Pintu terbuka, menampilkan Bang Woobin yang tersenyum cerah sambil membawa sesuatu di tangannya. Ia kemudian berjalan ke arah kami.

"Abang buatin cemilan, lumayan buat temen belajar," ucap Bang Woobin sambil meletakkan sepiring mandu yang masih berasap. Sangat menyelerakan.

"Dimakan, ya?" lanjutnya.

"Wah, Abang suka masak?" tanya Hana antusias.

Bang Woobin mengangguk.

"Suka makan lebih tepatnya, jadi suka masak biar ada yang dimakan," jawab Bang Woobin.

"Abang pulang lebih cepat? Biasanya agak malam?" tanyaku, mengingat jadwal kuliah Bang Woobin.

"Iya, dosen Abang istrinya melahirkan, terus dia keluar kota," jawab Bang Woobin.

"Oh, istrinya tinggal di luar kota, ya, Bang?" tanyaku menyimpulkan.

"Enggak, istrinya tinggal di kota ini, kok!" Bang Woobin menggelengkan kepalanya.

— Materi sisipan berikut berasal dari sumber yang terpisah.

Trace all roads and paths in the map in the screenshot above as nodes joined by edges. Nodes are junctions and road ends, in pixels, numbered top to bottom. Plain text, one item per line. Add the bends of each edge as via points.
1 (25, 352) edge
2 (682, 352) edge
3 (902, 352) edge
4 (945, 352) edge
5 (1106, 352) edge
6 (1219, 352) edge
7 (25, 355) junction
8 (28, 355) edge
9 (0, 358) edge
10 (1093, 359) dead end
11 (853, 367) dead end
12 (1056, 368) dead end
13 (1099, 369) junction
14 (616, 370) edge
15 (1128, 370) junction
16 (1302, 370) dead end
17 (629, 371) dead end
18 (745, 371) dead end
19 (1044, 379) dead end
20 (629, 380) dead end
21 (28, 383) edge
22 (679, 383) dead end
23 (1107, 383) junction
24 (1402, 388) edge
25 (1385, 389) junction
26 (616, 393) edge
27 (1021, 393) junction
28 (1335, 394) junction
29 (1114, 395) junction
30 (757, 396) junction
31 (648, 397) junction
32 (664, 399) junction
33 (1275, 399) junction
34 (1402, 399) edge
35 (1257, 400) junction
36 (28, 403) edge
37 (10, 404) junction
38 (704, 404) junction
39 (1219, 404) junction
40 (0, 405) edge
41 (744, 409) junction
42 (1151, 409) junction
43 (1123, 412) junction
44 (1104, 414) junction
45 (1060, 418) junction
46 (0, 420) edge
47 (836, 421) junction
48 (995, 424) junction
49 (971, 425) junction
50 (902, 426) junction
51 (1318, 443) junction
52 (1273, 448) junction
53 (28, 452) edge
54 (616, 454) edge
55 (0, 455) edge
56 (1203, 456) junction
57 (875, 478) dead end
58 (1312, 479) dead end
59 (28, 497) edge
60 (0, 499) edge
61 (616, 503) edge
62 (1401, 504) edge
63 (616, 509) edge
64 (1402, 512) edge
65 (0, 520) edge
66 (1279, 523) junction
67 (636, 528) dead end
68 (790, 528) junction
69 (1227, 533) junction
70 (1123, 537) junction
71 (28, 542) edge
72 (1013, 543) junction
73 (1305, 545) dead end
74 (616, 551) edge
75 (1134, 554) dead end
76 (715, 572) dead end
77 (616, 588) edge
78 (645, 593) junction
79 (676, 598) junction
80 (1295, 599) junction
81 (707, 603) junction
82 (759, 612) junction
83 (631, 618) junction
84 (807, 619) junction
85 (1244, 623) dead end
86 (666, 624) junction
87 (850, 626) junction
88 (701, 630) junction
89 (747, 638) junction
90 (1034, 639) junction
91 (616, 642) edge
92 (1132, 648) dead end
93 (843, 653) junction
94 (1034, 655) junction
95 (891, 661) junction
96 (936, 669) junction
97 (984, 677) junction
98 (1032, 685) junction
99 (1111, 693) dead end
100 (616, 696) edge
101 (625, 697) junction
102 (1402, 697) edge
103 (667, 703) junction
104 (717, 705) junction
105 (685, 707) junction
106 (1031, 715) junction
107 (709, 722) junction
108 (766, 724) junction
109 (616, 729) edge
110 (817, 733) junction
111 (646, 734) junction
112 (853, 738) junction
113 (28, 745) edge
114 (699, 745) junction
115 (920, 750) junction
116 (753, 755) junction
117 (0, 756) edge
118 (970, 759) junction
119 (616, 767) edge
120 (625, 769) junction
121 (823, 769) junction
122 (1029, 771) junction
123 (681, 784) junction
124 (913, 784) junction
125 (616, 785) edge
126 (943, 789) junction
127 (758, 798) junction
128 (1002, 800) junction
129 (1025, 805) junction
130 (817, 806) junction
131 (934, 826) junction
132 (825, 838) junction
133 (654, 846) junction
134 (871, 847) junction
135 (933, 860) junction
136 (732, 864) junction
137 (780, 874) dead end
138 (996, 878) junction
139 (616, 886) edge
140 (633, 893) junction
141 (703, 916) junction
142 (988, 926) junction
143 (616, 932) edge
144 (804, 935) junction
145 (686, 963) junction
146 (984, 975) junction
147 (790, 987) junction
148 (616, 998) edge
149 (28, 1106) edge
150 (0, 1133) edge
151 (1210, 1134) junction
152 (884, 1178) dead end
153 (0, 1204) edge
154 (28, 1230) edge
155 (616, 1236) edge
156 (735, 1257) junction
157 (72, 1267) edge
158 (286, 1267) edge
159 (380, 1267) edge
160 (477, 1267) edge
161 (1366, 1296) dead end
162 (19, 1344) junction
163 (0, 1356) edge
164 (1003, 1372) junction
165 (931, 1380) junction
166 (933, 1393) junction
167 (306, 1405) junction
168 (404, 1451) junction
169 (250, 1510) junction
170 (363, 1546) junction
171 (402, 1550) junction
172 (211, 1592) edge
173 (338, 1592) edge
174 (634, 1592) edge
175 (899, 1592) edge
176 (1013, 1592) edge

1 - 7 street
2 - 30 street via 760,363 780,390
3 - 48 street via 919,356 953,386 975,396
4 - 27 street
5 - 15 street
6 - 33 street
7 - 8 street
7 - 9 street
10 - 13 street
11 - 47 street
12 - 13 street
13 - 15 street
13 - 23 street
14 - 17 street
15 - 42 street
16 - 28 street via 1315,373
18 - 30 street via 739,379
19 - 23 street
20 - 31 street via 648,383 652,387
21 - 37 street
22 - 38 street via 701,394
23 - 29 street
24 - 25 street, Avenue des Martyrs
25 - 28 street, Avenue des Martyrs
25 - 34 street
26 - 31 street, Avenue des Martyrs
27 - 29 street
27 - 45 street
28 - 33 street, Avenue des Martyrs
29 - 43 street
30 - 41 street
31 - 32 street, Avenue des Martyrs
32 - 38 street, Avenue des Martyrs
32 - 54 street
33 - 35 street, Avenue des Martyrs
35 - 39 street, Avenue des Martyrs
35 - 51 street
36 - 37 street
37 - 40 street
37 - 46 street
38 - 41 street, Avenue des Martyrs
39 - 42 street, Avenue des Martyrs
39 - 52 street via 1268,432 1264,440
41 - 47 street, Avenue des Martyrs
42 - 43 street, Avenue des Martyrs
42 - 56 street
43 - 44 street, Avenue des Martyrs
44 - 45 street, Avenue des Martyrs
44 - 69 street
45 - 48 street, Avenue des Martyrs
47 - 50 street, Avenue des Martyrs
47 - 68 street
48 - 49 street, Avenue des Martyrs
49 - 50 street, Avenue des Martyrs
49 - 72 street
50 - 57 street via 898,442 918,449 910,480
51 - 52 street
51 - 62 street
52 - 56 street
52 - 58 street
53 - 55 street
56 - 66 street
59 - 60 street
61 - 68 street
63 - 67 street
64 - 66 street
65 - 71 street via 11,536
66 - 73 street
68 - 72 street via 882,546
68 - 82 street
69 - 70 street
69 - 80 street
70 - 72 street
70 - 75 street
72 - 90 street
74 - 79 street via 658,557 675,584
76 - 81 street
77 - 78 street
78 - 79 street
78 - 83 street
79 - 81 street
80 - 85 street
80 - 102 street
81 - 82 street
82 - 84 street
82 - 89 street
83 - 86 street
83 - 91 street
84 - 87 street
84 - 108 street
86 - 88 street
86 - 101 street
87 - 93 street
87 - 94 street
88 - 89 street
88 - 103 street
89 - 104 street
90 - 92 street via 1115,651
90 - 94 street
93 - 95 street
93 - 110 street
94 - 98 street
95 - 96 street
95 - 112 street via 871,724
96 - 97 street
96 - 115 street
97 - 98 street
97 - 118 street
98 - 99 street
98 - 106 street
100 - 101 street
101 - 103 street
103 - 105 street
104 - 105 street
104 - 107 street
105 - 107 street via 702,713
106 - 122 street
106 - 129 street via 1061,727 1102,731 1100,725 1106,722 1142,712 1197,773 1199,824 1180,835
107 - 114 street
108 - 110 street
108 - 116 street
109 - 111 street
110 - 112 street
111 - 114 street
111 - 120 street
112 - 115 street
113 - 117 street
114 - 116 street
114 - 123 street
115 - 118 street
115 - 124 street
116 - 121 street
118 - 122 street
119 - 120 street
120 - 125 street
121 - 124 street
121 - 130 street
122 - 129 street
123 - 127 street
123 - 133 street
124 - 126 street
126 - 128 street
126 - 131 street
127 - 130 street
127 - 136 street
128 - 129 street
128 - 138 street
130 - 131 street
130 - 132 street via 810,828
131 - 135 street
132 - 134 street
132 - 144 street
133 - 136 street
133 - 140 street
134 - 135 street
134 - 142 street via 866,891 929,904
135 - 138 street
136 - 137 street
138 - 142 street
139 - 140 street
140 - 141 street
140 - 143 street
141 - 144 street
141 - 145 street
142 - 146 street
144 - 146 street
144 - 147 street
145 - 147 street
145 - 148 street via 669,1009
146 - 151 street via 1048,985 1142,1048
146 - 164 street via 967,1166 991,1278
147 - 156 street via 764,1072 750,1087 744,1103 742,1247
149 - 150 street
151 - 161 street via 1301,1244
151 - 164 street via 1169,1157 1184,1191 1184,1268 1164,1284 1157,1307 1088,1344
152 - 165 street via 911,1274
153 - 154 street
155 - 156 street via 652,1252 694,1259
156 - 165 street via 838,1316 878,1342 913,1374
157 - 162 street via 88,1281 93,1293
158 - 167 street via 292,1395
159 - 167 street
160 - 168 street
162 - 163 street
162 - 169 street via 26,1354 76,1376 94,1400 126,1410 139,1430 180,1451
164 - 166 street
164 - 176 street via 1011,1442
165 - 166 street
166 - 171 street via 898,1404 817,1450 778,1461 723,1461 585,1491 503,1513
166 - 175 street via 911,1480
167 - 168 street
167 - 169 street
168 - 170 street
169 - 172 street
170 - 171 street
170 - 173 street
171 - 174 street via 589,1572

"Lah, terus ngapain dia keluar kota?" tanyaku lagi.

"Perjalanan dinas dari kampus. Kasian, sih. Istrinya melahirkan, tapi dia harus keluar kota," jawabnya.

Aku mengernyit.

"Bentar. Jadi alasan Abang pulang lebih cepat hari ini, karena dosen Abang pergi dinas keluar kota?"

Bang Woobin mengangguk.

"Terus kenapa Abang harus bawa-bawa soal istrinya yang melahirkan?"

"Nggak kenapa-kenapa," jawab Bang Woobin tanpa dosa.

Aku diam. Sekali lagi kehabisan kata-kata.

"Lanjut, deh. Abang keluar dulu. Nanti ikutan makan malam bareng, ya?" ajak Bang Woobin sambil melihat Hana dan Jian.

Hana mengangguk capat, sementara Jian terdiam beberapa saat, kemudian mengangguk. Bang Woobin tersenyum lebar kemudian keluar dari kamarku.

"Yang tadi itu namanya siapa, Yun?" tanya Hana langsung tanpa basa basi.

"Woobin," jawabku.

"Namanya seadem parasnya, ya? Kenapa Abang lu bisa ganteng semua gitu, ya?" tanya Hana.

"Dari awal bibitnya udah bagus, Han," jawab Jian cuek.

"Nanti kalo kita makan malam, berarti bisa liat mereka semua, dong, ya?" Hana begitu antusias.

"Siapin hati aja, ya," saranku.

"Kenapa, Yun? Mereka terlalu ganteng sampai nggak bagus buat jantung?" tanya Hana.

Aku menggelengkan kepalaku.

"Mereka terlalu absurd sampai nggak bagus buat mental," jawabku. Jian langsung tersedak lalu tertawa.

***

"Jadi... ayo kita mulai makan malamnya," ucap Bang Serim. Namun, semuanya terlihat cukup kaku.